The feminist collective in Mexico called themselves Las Morras and started filming cat-callers in the streets – the resulting videos achieved viral fame and even interest from the United Nations. This digital campaign was, at first sight, successful – it enabled the activists to collaborate on launching a phone-reporting service on harassment. Yet the price for that victory was the mountain of online abuse that the group received on social media, which forced to them to close their accounts. The insightful study by Stuart Davis and Melissa Santillana embraces the interplay of liberation and oppression, visibility and vulnerability of such online campaigns to gender power structures. This approach makes the study of Las Morras emblematic for digital feminism, not only in Latin America but across the world.
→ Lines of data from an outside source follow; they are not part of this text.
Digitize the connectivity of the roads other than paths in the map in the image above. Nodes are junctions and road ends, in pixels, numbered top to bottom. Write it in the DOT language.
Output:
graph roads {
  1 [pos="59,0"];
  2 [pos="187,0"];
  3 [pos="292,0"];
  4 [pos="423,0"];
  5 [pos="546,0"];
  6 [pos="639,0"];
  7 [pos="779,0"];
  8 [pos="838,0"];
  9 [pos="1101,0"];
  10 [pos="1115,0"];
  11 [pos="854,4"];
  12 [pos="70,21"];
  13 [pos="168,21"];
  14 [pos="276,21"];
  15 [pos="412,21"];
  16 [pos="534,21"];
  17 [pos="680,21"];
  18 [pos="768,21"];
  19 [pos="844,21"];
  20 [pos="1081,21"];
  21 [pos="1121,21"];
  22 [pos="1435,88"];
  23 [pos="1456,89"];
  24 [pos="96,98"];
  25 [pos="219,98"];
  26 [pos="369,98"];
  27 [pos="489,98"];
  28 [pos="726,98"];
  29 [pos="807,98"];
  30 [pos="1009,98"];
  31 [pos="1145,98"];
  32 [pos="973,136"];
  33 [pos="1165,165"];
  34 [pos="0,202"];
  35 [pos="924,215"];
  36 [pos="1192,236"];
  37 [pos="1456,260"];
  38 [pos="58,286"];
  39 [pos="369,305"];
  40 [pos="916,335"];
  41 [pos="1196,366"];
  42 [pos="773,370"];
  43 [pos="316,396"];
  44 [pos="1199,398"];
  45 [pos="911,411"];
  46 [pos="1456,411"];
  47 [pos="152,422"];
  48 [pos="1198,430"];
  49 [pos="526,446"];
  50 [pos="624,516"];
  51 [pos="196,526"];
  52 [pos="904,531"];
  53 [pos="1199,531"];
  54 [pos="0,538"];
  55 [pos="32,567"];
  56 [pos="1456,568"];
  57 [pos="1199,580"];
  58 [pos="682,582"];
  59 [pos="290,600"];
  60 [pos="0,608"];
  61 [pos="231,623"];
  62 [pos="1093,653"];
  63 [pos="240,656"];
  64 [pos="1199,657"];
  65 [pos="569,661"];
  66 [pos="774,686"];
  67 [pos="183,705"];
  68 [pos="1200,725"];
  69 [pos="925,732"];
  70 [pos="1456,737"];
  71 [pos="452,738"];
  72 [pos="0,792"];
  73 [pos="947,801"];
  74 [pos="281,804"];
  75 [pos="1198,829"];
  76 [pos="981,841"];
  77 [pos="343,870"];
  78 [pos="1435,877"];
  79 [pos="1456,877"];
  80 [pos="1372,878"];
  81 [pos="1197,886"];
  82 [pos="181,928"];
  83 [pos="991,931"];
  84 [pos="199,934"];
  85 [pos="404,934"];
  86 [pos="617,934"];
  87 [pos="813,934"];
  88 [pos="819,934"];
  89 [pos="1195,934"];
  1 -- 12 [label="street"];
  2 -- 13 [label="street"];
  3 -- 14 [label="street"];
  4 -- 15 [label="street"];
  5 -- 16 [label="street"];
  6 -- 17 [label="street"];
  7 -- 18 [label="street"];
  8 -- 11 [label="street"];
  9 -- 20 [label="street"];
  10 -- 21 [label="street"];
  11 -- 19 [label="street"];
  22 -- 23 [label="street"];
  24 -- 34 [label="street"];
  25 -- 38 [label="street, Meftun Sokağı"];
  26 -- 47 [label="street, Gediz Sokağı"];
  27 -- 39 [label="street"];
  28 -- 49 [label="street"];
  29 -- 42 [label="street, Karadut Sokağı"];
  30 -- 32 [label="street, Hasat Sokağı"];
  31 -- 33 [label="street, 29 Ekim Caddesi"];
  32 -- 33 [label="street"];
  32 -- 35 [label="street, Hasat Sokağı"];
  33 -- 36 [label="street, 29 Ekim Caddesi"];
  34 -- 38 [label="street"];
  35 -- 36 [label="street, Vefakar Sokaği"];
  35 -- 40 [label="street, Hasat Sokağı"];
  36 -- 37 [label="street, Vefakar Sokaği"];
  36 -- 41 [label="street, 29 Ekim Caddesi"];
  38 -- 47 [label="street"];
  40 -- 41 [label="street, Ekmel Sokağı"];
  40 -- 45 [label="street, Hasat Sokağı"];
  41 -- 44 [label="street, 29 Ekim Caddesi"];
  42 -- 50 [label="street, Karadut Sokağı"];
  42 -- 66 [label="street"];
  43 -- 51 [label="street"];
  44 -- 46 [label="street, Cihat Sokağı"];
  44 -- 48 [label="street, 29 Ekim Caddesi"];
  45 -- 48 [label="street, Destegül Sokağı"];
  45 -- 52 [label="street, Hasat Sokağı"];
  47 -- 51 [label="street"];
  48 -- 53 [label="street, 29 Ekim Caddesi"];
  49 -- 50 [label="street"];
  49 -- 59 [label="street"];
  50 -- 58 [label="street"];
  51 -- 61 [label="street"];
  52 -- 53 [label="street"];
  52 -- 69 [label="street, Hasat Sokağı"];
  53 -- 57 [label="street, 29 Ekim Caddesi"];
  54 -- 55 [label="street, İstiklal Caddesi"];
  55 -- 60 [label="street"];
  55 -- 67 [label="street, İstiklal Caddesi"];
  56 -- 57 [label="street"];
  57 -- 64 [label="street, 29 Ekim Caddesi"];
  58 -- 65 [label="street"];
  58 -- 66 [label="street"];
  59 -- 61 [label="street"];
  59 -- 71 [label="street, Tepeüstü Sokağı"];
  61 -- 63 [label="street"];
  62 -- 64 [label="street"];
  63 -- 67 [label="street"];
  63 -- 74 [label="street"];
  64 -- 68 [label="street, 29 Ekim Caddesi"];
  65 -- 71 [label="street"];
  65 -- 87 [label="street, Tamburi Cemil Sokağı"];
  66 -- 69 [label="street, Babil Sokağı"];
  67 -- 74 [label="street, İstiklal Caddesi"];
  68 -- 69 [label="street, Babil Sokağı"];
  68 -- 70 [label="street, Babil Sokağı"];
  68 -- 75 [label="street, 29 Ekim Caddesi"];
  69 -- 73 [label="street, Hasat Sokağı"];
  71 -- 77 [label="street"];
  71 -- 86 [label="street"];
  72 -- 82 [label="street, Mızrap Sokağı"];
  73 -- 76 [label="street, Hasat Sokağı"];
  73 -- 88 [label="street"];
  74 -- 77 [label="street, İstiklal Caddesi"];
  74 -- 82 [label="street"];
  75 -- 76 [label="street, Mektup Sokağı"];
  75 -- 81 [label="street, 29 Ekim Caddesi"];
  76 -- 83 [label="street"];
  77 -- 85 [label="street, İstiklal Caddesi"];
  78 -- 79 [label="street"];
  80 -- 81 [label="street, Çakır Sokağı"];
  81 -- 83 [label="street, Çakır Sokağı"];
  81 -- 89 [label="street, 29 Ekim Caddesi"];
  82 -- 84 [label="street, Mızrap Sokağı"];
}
Lastly, with studies reporting that WhatsApp is becoming heavily influential on the political opinions of many people – especially in developing countries – Sérgio Barbosa and Stefania Milan ask how to research this encrypted, closed network. Their solution grows out of the classic code of conduct of media sociologists and ethnographers, but also brings a necessary update to it. It removes a cluster of questions for WhatsApp researchers so that they can start work immediately, without wasting time on doubts. This methodological work responds to the urgent need of unlocking the benefits and harms of digital intimate networks.
This issue looks at the symbols and sustainable strategies of activism, at framing and reframing – at agreeing on terms and following up with actions – and eventually at making activism more accessible and efficient. In these times when fascist and racist, misogynist and nationalist narratives are so often revived from the 1930s, we need to adjust internet activism to protect both activists and the societies that they operate in. This special edition, firstly, calls for measures to make digital space a safer place for activists; secondly, to help them to own their narrative without constant risks of hijacking and abuse, and thirdly, to celebrate the thriving strategies and tactics that bring together activists and the public who care.
The authors have no competing interests to declare.
Anastasia Denisova is Lecturer in Journalism at CAMRI, University of Westminster. She had worked as a journalist in Russia for over a decade in the capacity of television news editor and reporter, magazine editor and columnist. Anastasia has published academic research on internet memes and politics, satirical microblogging and parody on Twitter, rap and politics on YouTube. In 2019, she released her monograph Internet Memes and Society: Social, Cultural and Political Contexts.
Michaela O’Brien is Head of School, Westminster School of Media and Communications, University of Westminster and joint course leader of its Masters in Media, Campaigning and Social Change teaching also on the University of Westminster’s Masters in Public Relations. She is currently researching the historical development of framing in NGO campaign communications.